Stored data
====================

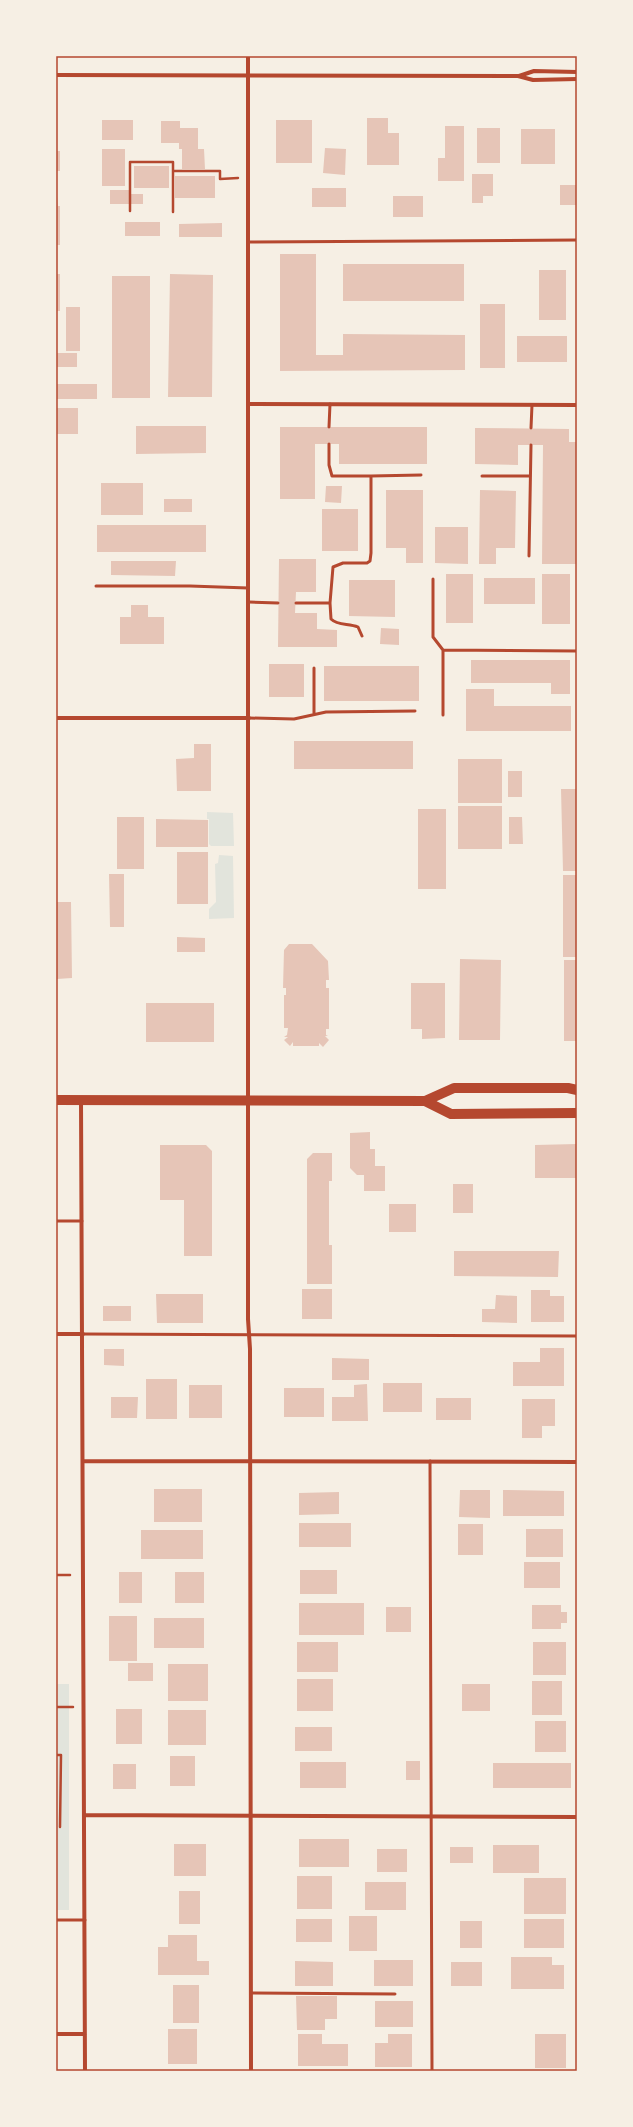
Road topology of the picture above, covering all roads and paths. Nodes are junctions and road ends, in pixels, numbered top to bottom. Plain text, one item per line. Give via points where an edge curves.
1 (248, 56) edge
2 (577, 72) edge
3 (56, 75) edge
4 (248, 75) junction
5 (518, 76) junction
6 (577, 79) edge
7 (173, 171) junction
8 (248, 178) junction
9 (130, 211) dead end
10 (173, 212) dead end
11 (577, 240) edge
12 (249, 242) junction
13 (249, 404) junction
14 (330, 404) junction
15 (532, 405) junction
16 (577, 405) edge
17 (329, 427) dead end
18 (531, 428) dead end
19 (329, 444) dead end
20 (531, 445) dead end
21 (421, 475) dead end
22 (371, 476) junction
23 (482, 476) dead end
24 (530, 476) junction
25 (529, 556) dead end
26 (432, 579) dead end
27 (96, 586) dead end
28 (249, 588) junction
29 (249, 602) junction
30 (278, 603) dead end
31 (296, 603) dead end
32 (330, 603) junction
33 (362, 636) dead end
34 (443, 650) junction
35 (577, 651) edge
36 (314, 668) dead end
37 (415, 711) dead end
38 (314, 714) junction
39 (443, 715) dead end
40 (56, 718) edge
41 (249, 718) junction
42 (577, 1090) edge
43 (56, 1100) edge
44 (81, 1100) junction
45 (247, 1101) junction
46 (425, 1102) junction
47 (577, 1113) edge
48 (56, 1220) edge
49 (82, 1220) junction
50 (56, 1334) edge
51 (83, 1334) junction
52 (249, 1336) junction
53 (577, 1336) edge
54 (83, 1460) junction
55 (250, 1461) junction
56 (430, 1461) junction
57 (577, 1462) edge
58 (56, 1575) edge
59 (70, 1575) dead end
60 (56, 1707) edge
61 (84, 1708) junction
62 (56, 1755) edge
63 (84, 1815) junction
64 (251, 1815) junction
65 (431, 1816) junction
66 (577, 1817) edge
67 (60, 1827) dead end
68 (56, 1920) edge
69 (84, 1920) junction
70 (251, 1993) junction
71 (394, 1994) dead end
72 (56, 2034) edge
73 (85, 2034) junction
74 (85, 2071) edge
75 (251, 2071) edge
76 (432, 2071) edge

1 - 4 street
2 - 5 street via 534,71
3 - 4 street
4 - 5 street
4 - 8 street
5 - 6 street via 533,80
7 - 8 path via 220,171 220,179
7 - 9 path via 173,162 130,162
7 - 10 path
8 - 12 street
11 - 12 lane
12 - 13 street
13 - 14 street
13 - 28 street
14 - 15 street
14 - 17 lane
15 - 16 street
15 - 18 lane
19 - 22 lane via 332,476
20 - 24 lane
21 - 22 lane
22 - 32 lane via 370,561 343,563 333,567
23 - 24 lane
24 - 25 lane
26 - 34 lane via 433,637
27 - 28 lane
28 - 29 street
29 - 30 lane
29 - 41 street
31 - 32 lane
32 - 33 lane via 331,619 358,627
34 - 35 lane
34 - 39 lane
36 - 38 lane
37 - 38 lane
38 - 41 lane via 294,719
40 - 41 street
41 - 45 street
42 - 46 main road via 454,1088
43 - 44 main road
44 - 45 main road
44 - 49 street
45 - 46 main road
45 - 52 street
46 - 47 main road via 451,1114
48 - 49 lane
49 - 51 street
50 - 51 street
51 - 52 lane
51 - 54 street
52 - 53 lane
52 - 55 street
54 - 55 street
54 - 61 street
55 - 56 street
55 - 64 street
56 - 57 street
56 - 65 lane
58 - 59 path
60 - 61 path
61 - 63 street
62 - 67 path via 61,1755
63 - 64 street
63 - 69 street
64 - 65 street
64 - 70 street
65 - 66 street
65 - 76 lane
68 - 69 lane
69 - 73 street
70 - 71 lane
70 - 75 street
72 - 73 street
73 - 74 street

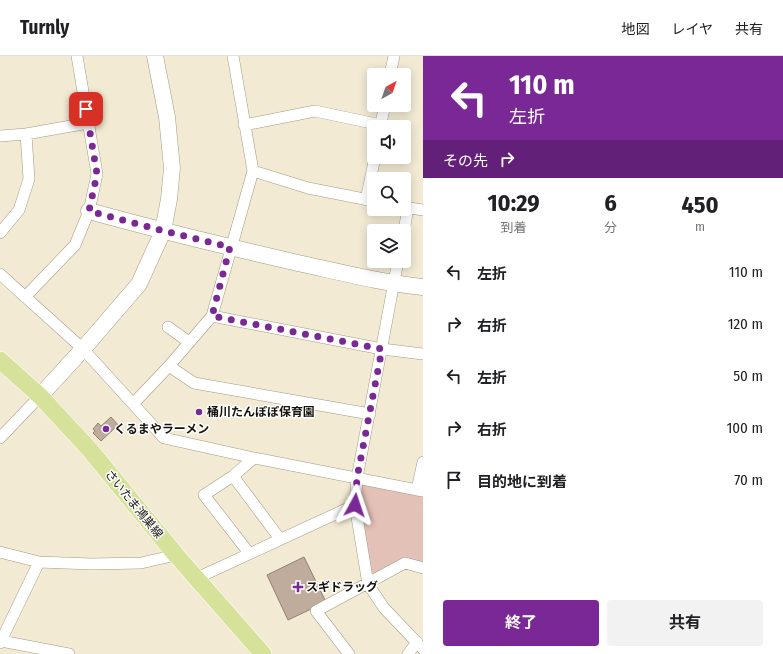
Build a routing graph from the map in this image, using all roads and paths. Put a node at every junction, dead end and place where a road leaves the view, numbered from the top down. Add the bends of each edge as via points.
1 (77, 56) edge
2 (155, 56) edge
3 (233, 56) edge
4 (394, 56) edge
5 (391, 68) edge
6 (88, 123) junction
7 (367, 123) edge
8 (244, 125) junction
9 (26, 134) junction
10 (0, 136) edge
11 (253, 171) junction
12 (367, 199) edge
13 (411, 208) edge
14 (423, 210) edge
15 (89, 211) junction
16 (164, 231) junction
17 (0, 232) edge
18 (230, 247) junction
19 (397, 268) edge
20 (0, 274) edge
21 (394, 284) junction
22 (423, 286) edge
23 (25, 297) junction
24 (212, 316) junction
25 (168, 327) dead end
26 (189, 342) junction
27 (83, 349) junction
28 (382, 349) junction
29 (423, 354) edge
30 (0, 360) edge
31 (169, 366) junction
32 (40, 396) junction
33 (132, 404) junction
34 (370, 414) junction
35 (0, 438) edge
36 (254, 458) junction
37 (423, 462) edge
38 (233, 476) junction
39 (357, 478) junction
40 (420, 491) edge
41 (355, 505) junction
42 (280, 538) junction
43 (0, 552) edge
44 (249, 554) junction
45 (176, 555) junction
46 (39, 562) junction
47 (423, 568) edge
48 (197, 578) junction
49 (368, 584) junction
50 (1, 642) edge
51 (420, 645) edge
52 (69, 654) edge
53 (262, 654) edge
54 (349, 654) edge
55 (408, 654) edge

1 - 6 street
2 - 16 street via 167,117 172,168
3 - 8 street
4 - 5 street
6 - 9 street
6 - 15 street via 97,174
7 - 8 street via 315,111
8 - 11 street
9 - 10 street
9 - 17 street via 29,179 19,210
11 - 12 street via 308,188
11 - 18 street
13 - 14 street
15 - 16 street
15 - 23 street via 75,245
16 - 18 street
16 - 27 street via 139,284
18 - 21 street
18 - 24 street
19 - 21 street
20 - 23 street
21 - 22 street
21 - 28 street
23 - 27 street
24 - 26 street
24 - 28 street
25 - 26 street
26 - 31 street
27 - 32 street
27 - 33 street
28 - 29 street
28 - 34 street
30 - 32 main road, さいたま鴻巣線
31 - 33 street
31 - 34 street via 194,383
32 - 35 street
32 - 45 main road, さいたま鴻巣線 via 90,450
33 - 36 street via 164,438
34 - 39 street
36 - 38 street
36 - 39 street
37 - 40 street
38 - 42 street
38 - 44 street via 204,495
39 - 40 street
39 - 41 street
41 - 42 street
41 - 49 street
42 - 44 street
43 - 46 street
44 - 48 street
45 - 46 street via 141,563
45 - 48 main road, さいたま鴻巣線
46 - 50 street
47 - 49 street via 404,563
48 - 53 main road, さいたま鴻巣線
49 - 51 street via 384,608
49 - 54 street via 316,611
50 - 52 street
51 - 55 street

====================

Task ::
An exact copy of all the lines above is required, with the pictures removed.

Task output ::
Road topology of the picture above, covering all roads and paths. Nodes are junctions and road ends, in pixels, numbered top to bottom. Plain text, one item per line. Give via points where an edge curves.
1 (248, 56) edge
2 (577, 72) edge
3 (56, 75) edge
4 (248, 75) junction
5 (518, 76) junction
6 (577, 79) edge
7 (173, 171) junction
8 (248, 178) junction
9 (130, 211) dead end
10 (173, 212) dead end
11 (577, 240) edge
12 (249, 242) junction
13 (249, 404) junction
14 (330, 404) junction
15 (532, 405) junction
16 (577, 405) edge
17 (329, 427) dead end
18 (531, 428) dead end
19 (329, 444) dead end
20 (531, 445) dead end
21 (421, 475) dead end
22 (371, 476) junction
23 (482, 476) dead end
24 (530, 476) junction
25 (529, 556) dead end
26 (432, 579) dead end
27 (96, 586) dead end
28 (249, 588) junction
29 (249, 602) junction
30 (278, 603) dead end
31 (296, 603) dead end
32 (330, 603) junction
33 (362, 636) dead end
34 (443, 650) junction
35 (577, 651) edge
36 (314, 668) dead end
37 (415, 711) dead end
38 (314, 714) junction
39 (443, 715) dead end
40 (56, 718) edge
41 (249, 718) junction
42 (577, 1090) edge
43 (56, 1100) edge
44 (81, 1100) junction
45 (247, 1101) junction
46 (425, 1102) junction
47 (577, 1113) edge
48 (56, 1220) edge
49 (82, 1220) junction
50 (56, 1334) edge
51 (83, 1334) junction
52 (249, 1336) junction
53 (577, 1336) edge
54 (83, 1460) junction
55 (250, 1461) junction
56 (430, 1461) junction
57 (577, 1462) edge
58 (56, 1575) edge
59 (70, 1575) dead end
60 (56, 1707) edge
61 (84, 1708) junction
62 (56, 1755) edge
63 (84, 1815) junction
64 (251, 1815) junction
65 (431, 1816) junction
66 (577, 1817) edge
67 (60, 1827) dead end
68 (56, 1920) edge
69 (84, 1920) junction
70 (251, 1993) junction
71 (394, 1994) dead end
72 (56, 2034) edge
73 (85, 2034) junction
74 (85, 2071) edge
75 (251, 2071) edge
76 (432, 2071) edge

1 - 4 street
2 - 5 street via 534,71
3 - 4 street
4 - 5 street
4 - 8 street
5 - 6 street via 533,80
7 - 8 path via 220,171 220,179
7 - 9 path via 173,162 130,162
7 - 10 path
8 - 12 street
11 - 12 lane
12 - 13 street
13 - 14 street
13 - 28 street
14 - 15 street
14 - 17 lane
15 - 16 street
15 - 18 lane
19 - 22 lane via 332,476
20 - 24 lane
21 - 22 lane
22 - 32 lane via 370,561 343,563 333,567
23 - 24 lane
24 - 25 lane
26 - 34 lane via 433,637
27 - 28 lane
28 - 29 street
29 - 30 lane
29 - 41 street
31 - 32 lane
32 - 33 lane via 331,619 358,627
34 - 35 lane
34 - 39 lane
36 - 38 lane
37 - 38 lane
38 - 41 lane via 294,719
40 - 41 street
41 - 45 street
42 - 46 main road via 454,1088
43 - 44 main road
44 - 45 main road
44 - 49 street
45 - 46 main road
45 - 52 street
46 - 47 main road via 451,1114
48 - 49 lane
49 - 51 street
50 - 51 street
51 - 52 lane
51 - 54 street
52 - 53 lane
52 - 55 street
54 - 55 street
54 - 61 street
55 - 56 street
55 - 64 street
56 - 57 street
56 - 65 lane
58 - 59 path
60 - 61 path
61 - 63 street
62 - 67 path via 61,1755
63 - 64 street
63 - 69 street
64 - 65 street
64 - 70 street
65 - 66 street
65 - 76 lane
68 - 69 lane
69 - 73 street
70 - 71 lane
70 - 75 street
72 - 73 street
73 - 74 street

Build a routing graph from the map in this image, using all roads and paths. Put a node at every junction, dead end and place where a road leaves the view, numbered from the top down. Add the bends of each edge as via points.
1 (77, 56) edge
2 (155, 56) edge
3 (233, 56) edge
4 (394, 56) edge
5 (391, 68) edge
6 (88, 123) junction
7 (367, 123) edge
8 (244, 125) junction
9 (26, 134) junction
10 (0, 136) edge
11 (253, 171) junction
12 (367, 199) edge
13 (411, 208) edge
14 (423, 210) edge
15 (89, 211) junction
16 (164, 231) junction
17 (0, 232) edge
18 (230, 247) junction
19 (397, 268) edge
20 (0, 274) edge
21 (394, 284) junction
22 (423, 286) edge
23 (25, 297) junction
24 (212, 316) junction
25 (168, 327) dead end
26 (189, 342) junction
27 (83, 349) junction
28 (382, 349) junction
29 (423, 354) edge
30 (0, 360) edge
31 (169, 366) junction
32 (40, 396) junction
33 (132, 404) junction
34 (370, 414) junction
35 (0, 438) edge
36 (254, 458) junction
37 (423, 462) edge
38 (233, 476) junction
39 (357, 478) junction
40 (420, 491) edge
41 (355, 505) junction
42 (280, 538) junction
43 (0, 552) edge
44 (249, 554) junction
45 (176, 555) junction
46 (39, 562) junction
47 (423, 568) edge
48 (197, 578) junction
49 (368, 584) junction
50 (1, 642) edge
51 (420, 645) edge
52 (69, 654) edge
53 (262, 654) edge
54 (349, 654) edge
55 (408, 654) edge

1 - 6 street
2 - 16 street via 167,117 172,168
3 - 8 street
4 - 5 street
6 - 9 street
6 - 15 street via 97,174
7 - 8 street via 315,111
8 - 11 street
9 - 10 street
9 - 17 street via 29,179 19,210
11 - 12 street via 308,188
11 - 18 street
13 - 14 street
15 - 16 street
15 - 23 street via 75,245
16 - 18 street
16 - 27 street via 139,284
18 - 21 street
18 - 24 street
19 - 21 street
20 - 23 street
21 - 22 street
21 - 28 street
23 - 27 street
24 - 26 street
24 - 28 street
25 - 26 street
26 - 31 street
27 - 32 street
27 - 33 street
28 - 29 street
28 - 34 street
30 - 32 main road, さいたま鴻巣線
31 - 33 street
31 - 34 street via 194,383
32 - 35 street
32 - 45 main road, さいたま鴻巣線 via 90,450
33 - 36 street via 164,438
34 - 39 street
36 - 38 street
36 - 39 street
37 - 40 street
38 - 42 street
38 - 44 street via 204,495
39 - 40 street
39 - 41 street
41 - 42 street
41 - 49 street
42 - 44 street
43 - 46 street
44 - 48 street
45 - 46 street via 141,563
45 - 48 main road, さいたま鴻巣線
46 - 50 street
47 - 49 street via 404,563
48 - 53 main road, さいたま鴻巣線
49 - 51 street via 384,608
49 - 54 street via 316,611
50 - 52 street
51 - 55 street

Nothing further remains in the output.